[pLog-svn] r5925 - in plugins/branches/lifetype-1.2/related: . class/action class/view locale templates

Paul Westbrook paul at westbrooks.org
Wed Sep 12 04:40:13 EDT 2007


Hello,
   This plugin uses a brute force algorithm.  In order to calculate the list
of related articles for a given post, first it gets a list of all of the
unique words in the post.  Then it for each keyword, it uses LifeType's
builtin search engine to find a list of the posts that have that
keyword.  After it does that for all of the keywords, it lists the returned
articles based on the number of times that the article is returned by the
search engine.  Then the plugin returns the top x articles.

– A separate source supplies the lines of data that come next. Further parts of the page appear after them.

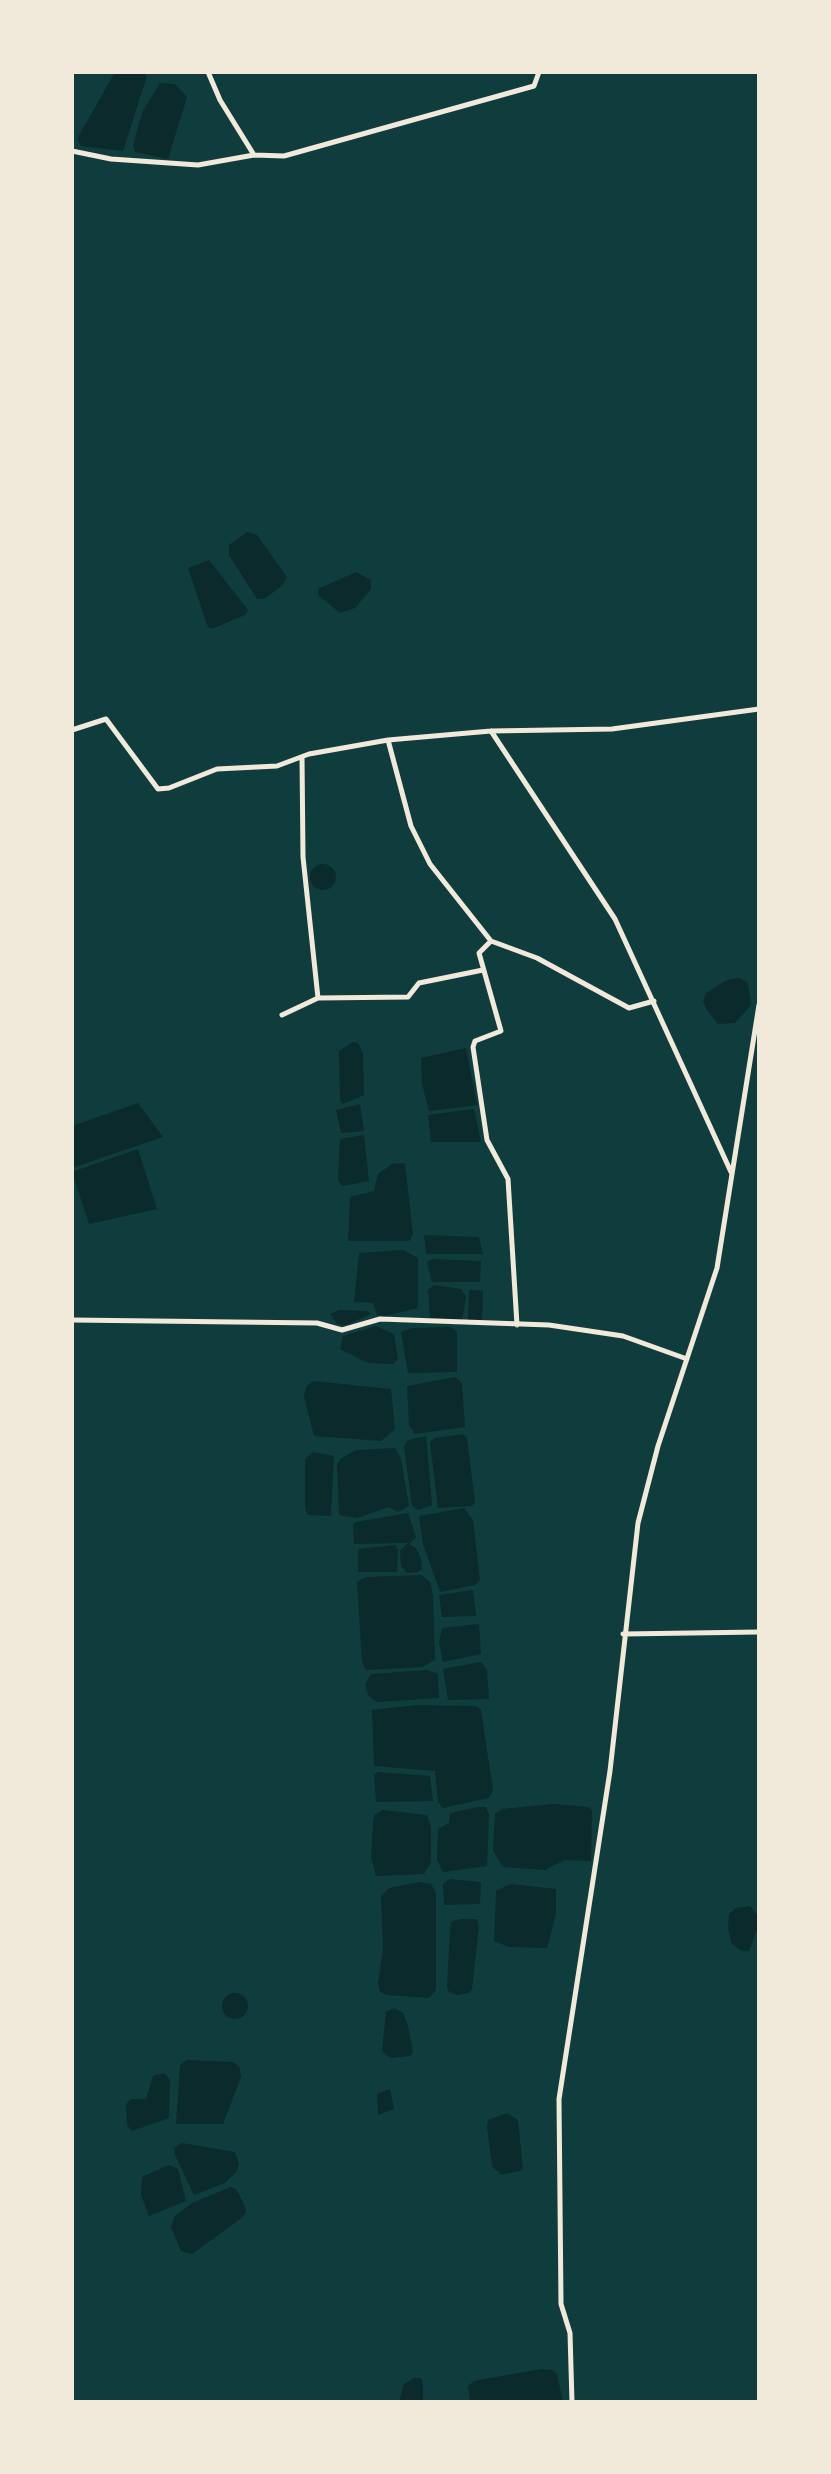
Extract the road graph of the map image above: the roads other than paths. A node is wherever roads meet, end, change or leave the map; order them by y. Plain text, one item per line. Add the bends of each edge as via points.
1 (208, 72) edge
2 (539, 72) edge
3 (72, 151) edge
4 (254, 155) junction
5 (759, 709) edge
6 (72, 730) edge
7 (491, 731) junction
8 (388, 740) junction
9 (302, 757) junction
10 (491, 941) junction
11 (483, 970) junction
12 (318, 998) junction
13 (654, 1001) junction
14 (759, 1005) edge
15 (282, 1015) dead end
16 (759, 1054) edge
17 (751, 1058) junction
18 (732, 1172) junction
19 (72, 1320) edge
20 (517, 1325) junction
21 (687, 1359) junction
22 (759, 1632) edge
23 (623, 1634) junction
24 (572, 2402) edge

1 - 4 street
2 - 4 street via 534,86 284,156
3 - 4 street via 198,165
5 - 7 street via 612,729
6 - 9 street via 106,719 158,789 217,769 277,766
7 - 8 street
7 - 13 street via 615,919
8 - 9 street
8 - 10 street via 411,826 430,864
9 - 12 street via 303,857
10 - 11 street via 479,953
10 - 13 street via 537,958 629,1008
11 - 12 street via 419,983 408,997
11 - 20 street via 501,1031 475,1041 473,1047 487,1140 508,1179
12 - 15 street
13 - 18 street
14 - 17 street
16 - 17 street
17 - 18 street
18 - 21 street via 717,1268
19 - 20 street via 317,1323 342,1330 380,1319
20 - 21 street via 623,1336
21 - 23 street via 638,1523
22 - 23 street
23 - 24 street via 610,1771 559,2099 561,2304 570,2333

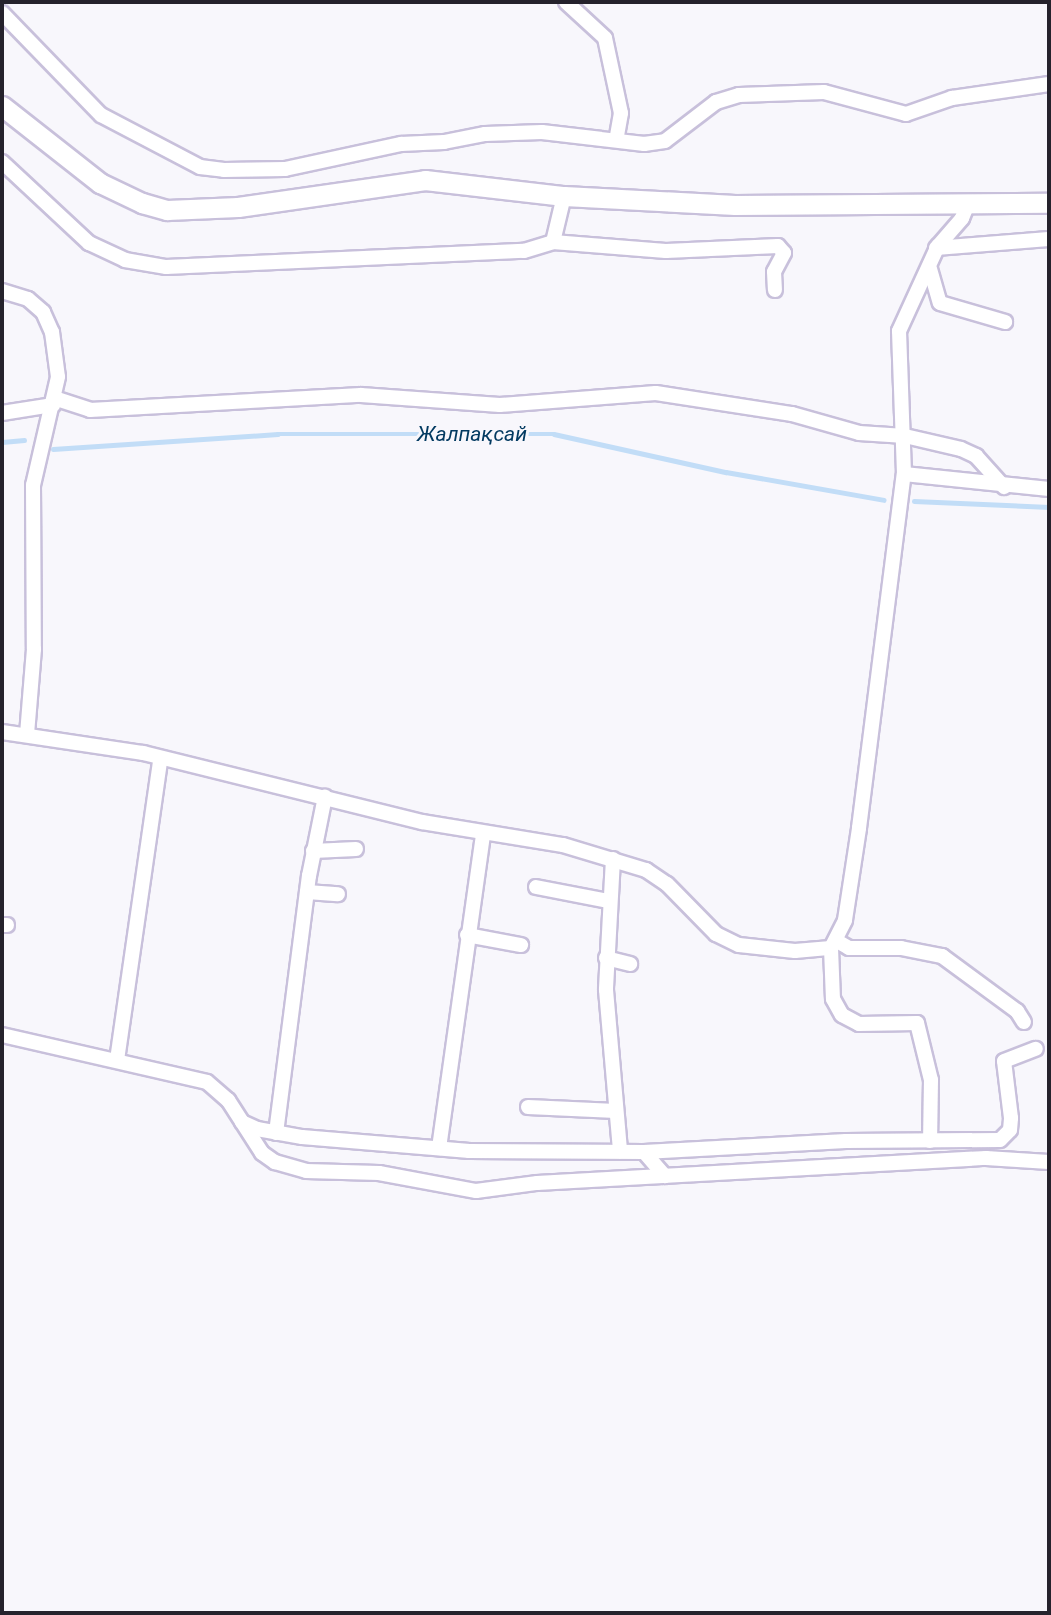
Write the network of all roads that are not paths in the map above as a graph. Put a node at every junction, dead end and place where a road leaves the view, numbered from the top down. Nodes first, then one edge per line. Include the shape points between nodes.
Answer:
1 (566, 2) edge
2 (2, 13) edge
3 (1049, 84) edge
4 (2, 106) edge
5 (616, 140) junction
6 (2, 162) edge
7 (564, 196) junction
8 (1049, 203) edge
9 (967, 206) junction
10 (1049, 239) edge
11 (553, 242) junction
12 (936, 248) junction
13 (930, 269) junction
14 (775, 290) dead end
15 (2, 291) edge
16 (1005, 322) dead end
17 (53, 402) junction
18 (2, 413) edge
19 (905, 436) junction
20 (904, 474) junction
21 (1004, 487) junction
22 (1049, 489) edge
23 (2, 732) edge
24 (27, 734) junction
25 (160, 760) junction
26 (324, 797) junction
27 (482, 834) junction
28 (356, 849) dead end
29 (313, 851) junction
30 (613, 859) junction
31 (536, 887) dead end
32 (307, 892) junction
33 (338, 894) dead end
34 (608, 901) junction
35 (467, 935) junction
36 (521, 944) dead end
37 (834, 944) junction
38 (606, 958) junction
39 (630, 964) dead end
40 (1024, 1022) dead end
41 (2, 1035) edge
42 (1036, 1049) dead end
43 (117, 1060) junction
44 (528, 1107) dead end
45 (617, 1111) junction
46 (242, 1122) junction
47 (276, 1133) junction
48 (930, 1142) junction
49 (439, 1148) junction
50 (620, 1152) junction
51 (644, 1152) junction
52 (1049, 1162) edge
53 (665, 1176) junction

1 - 5 street via 605,38 621,113
2 - 5 street via 101,116 200,167 285,169 401,144 485,134 542,132
3 - 5 street via 952,98 906,114 824,92 738,96 716,102 665,141
4 - 7 main road via 100,183 167,209 238,207 425,180
6 - 11 street via 89,243 125,260 152,266 490,255
7 - 9 main road via 735,205
7 - 11 street
8 - 9 main road
9 - 12 street
10 - 12 street
11 - 14 street via 666,251 778,246 784,253 774,272
12 - 13 street
13 - 16 street via 940,303
13 - 19 street via 899,331
15 - 17 street via 28,299 46,318 58,377
17 - 18 street
17 - 19 street via 90,410 361,395 500,405 656,393 792,414 859,433
17 - 24 street via 33,485 34,649
19 - 20 street
19 - 21 street via 970,452
20 - 21 street
20 - 37 street via 859,828 845,920
21 - 22 street
23 - 24 street
24 - 25 street via 143,753
25 - 26 street
25 - 43 street
26 - 27 street
26 - 29 street
27 - 30 street via 563,845
27 - 35 street
28 - 29 street
29 - 32 street
30 - 34 street
30 - 37 street via 657,877 716,934 739,944 795,951
31 - 34 street
32 - 33 street
32 - 47 street
34 - 38 street
35 - 36 street
35 - 49 street
37 - 40 street via 942,956 1017,1011
37 - 48 street via 833,999 842,1015 859,1024 917,1023 931,1080
38 - 39 street
38 - 45 street
41 - 43 street
42 - 48 street via 1004,1061 1011,1118 1007,1136 977,1142
43 - 46 street via 208,1082 228,1100
44 - 45 street
45 - 50 street
46 - 47 street
46 - 53 street via 262,1153 306,1171 379,1173 476,1191
47 - 49 street
48 - 51 street via 846,1141
49 - 50 street
50 - 51 street
51 - 53 street
52 - 53 street via 986,1158

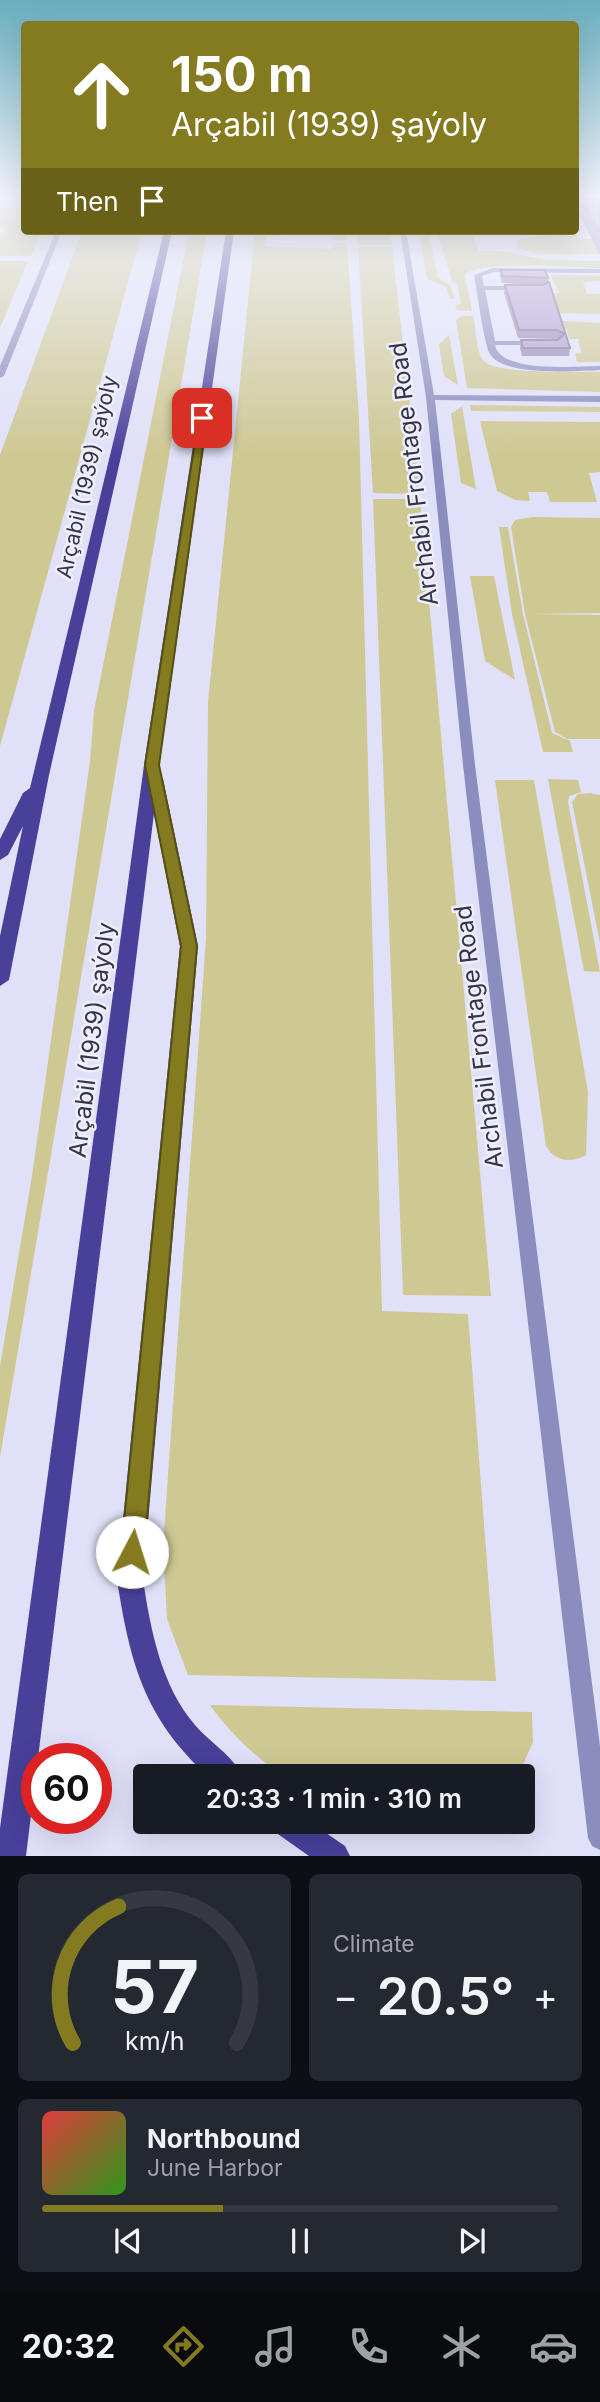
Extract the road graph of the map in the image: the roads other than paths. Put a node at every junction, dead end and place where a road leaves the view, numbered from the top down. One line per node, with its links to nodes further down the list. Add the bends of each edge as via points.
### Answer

   Since this is expensive, the plugin implements a cache.  The list of
related articles for a post is cached in the file system, so the next time
that it runs, the queries do not have to be run.  The user can specify the
lifetime of that cache.  For example, I have mine set to 1 month, so the
queries will only be run once every 30 days for each article.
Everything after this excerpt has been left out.